In the law requiring the report, Congress asked for CEQ to consider the potential of a single permitting portal. Trying to build a single, government-wide solution is too risky, CEQ decided. Large-scale software projects in government have a notoriously high failure rate.

But data standards and taxonomy, as well as a common architecture for agency platforms, could enable a more unified experience connected on the back-end, the report states. 

CEQ says that it did a discovery sprint with the Office of Management and Budget, Permitting Council and U.S. Service, and enlisted the technical expertise of the General Services Administration’s 18F as it wrote the report, in addition to meeting with tech experts and seeing software demonstrations.

To implement the report’s vision, more tech capacity in permitting offices would be necessary, as would a “coordinated, government-wide digital strategy for NEPA and related permitting processes,” the report states. 

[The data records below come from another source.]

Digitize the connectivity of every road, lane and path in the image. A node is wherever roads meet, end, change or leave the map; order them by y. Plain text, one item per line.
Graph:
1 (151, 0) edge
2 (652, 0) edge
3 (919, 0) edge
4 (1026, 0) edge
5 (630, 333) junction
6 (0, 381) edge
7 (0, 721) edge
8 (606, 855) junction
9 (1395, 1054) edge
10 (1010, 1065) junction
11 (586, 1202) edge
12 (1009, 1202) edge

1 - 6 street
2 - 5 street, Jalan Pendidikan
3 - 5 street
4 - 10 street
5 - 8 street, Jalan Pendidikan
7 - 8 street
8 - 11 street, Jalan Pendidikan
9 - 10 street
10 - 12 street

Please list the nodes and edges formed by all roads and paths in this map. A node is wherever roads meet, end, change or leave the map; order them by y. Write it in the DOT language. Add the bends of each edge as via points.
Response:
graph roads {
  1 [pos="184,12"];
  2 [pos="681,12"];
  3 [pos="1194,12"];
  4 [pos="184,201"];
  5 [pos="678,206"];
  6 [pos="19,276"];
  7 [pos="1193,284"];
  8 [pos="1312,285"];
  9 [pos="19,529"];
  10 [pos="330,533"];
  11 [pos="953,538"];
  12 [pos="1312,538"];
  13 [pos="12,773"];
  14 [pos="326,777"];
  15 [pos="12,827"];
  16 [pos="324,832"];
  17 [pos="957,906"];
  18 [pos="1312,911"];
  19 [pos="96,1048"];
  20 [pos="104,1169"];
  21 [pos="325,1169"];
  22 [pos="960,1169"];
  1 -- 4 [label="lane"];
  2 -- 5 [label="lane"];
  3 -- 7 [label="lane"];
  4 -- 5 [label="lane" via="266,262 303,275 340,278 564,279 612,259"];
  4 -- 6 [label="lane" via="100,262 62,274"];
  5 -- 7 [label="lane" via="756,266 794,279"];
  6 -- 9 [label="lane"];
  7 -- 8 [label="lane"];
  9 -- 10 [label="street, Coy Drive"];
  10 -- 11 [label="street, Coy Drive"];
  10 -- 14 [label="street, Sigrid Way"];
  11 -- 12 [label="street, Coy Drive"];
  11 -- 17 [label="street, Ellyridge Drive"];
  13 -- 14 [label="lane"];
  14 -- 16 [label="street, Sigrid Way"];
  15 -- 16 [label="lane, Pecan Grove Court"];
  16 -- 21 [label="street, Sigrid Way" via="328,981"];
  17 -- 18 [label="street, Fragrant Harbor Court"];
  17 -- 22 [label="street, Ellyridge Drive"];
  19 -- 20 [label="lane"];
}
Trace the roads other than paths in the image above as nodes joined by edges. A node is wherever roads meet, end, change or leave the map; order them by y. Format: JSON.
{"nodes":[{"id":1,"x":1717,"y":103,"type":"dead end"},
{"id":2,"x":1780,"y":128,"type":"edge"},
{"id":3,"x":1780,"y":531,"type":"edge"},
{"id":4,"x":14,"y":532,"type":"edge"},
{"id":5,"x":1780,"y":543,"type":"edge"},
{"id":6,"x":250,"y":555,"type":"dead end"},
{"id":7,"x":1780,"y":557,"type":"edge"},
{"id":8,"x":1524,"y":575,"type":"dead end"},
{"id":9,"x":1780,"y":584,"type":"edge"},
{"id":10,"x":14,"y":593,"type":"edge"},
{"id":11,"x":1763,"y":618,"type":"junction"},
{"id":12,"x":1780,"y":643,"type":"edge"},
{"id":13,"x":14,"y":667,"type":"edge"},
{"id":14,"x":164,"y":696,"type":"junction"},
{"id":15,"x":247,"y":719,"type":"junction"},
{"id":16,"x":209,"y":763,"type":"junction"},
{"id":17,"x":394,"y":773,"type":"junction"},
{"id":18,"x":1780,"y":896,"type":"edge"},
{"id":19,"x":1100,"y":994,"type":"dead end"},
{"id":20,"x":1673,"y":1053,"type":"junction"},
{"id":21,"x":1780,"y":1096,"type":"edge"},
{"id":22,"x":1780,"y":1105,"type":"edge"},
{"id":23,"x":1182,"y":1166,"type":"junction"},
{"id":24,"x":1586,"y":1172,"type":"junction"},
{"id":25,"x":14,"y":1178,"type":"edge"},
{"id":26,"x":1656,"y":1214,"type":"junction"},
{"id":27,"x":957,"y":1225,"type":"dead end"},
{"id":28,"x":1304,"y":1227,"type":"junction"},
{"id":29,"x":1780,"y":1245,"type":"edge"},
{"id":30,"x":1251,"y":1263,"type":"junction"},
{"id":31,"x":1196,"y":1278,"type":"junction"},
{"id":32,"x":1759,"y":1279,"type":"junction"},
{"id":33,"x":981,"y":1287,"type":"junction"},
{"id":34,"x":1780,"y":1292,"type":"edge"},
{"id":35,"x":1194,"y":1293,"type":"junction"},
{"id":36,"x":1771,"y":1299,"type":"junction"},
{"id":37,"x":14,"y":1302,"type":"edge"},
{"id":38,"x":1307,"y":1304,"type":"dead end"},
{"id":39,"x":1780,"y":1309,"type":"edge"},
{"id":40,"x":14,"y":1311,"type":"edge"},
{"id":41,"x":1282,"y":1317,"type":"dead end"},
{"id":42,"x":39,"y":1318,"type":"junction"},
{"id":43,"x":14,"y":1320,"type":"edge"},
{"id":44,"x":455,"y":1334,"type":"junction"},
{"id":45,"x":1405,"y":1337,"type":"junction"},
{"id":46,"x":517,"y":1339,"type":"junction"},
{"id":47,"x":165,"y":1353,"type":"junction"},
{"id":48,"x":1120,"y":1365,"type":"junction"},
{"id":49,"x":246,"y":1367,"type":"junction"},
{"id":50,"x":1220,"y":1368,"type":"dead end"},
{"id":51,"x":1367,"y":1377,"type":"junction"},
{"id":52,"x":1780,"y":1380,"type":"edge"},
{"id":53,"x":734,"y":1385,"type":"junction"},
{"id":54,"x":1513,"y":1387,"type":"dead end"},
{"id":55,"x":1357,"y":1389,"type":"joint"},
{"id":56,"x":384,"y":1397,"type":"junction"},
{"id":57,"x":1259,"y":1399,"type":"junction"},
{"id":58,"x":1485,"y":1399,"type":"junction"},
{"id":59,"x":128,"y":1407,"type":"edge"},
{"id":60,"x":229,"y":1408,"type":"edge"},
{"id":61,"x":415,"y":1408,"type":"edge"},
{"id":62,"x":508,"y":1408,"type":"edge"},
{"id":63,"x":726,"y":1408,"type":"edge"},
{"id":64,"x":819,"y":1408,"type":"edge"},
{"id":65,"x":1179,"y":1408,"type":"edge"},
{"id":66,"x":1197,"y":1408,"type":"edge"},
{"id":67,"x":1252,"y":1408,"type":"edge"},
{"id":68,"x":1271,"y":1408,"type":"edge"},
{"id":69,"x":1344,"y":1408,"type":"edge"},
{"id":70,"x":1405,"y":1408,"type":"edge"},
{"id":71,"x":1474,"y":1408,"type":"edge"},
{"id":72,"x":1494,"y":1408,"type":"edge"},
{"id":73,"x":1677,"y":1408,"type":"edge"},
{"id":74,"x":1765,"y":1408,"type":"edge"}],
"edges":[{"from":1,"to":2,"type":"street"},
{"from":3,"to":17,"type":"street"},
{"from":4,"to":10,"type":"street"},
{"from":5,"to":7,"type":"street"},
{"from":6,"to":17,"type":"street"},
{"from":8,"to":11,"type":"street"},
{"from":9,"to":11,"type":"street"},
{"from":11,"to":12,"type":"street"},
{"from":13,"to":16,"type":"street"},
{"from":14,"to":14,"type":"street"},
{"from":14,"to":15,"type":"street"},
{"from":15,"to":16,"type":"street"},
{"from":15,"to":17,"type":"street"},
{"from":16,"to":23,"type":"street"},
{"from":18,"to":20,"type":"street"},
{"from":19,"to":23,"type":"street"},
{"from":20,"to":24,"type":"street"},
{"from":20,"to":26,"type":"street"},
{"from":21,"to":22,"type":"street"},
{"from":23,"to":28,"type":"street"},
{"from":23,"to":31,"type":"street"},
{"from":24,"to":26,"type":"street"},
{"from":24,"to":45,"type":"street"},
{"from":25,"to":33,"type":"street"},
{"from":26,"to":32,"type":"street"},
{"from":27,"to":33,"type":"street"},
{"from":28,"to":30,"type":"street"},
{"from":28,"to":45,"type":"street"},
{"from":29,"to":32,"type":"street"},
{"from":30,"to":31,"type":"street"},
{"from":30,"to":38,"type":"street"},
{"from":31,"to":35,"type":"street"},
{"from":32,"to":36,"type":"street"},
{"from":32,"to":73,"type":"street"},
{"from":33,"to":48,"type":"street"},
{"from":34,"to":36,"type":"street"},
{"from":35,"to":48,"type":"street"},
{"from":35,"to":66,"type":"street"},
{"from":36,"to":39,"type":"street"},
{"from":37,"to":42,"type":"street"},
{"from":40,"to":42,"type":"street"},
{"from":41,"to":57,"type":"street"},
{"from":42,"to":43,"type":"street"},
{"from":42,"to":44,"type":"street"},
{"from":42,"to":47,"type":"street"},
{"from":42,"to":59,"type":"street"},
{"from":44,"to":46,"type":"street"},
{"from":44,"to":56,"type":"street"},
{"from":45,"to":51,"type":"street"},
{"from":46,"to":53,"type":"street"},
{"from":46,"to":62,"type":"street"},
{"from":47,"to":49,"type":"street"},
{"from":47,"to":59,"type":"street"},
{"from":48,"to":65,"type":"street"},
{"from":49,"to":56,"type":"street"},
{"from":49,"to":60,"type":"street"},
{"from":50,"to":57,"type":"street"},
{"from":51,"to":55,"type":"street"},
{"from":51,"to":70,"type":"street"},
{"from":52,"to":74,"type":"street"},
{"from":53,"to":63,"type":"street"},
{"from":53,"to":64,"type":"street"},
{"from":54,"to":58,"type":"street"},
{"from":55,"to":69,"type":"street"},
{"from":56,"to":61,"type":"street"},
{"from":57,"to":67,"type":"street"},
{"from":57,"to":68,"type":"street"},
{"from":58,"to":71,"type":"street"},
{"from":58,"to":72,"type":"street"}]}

CEQ calls out agile, human-centered and iterative tech practices as key, and states that some shared services, playbooks on best practices and training would also be useful. 

The White House council says in the report that it could provide the guidance and data standards. It isn’t clear if it will follow the report recommendations, though.

A CEQ spokesperson told NextGov/FCW that the council was weighing next steps when asked if the council would be implementing the recommendations.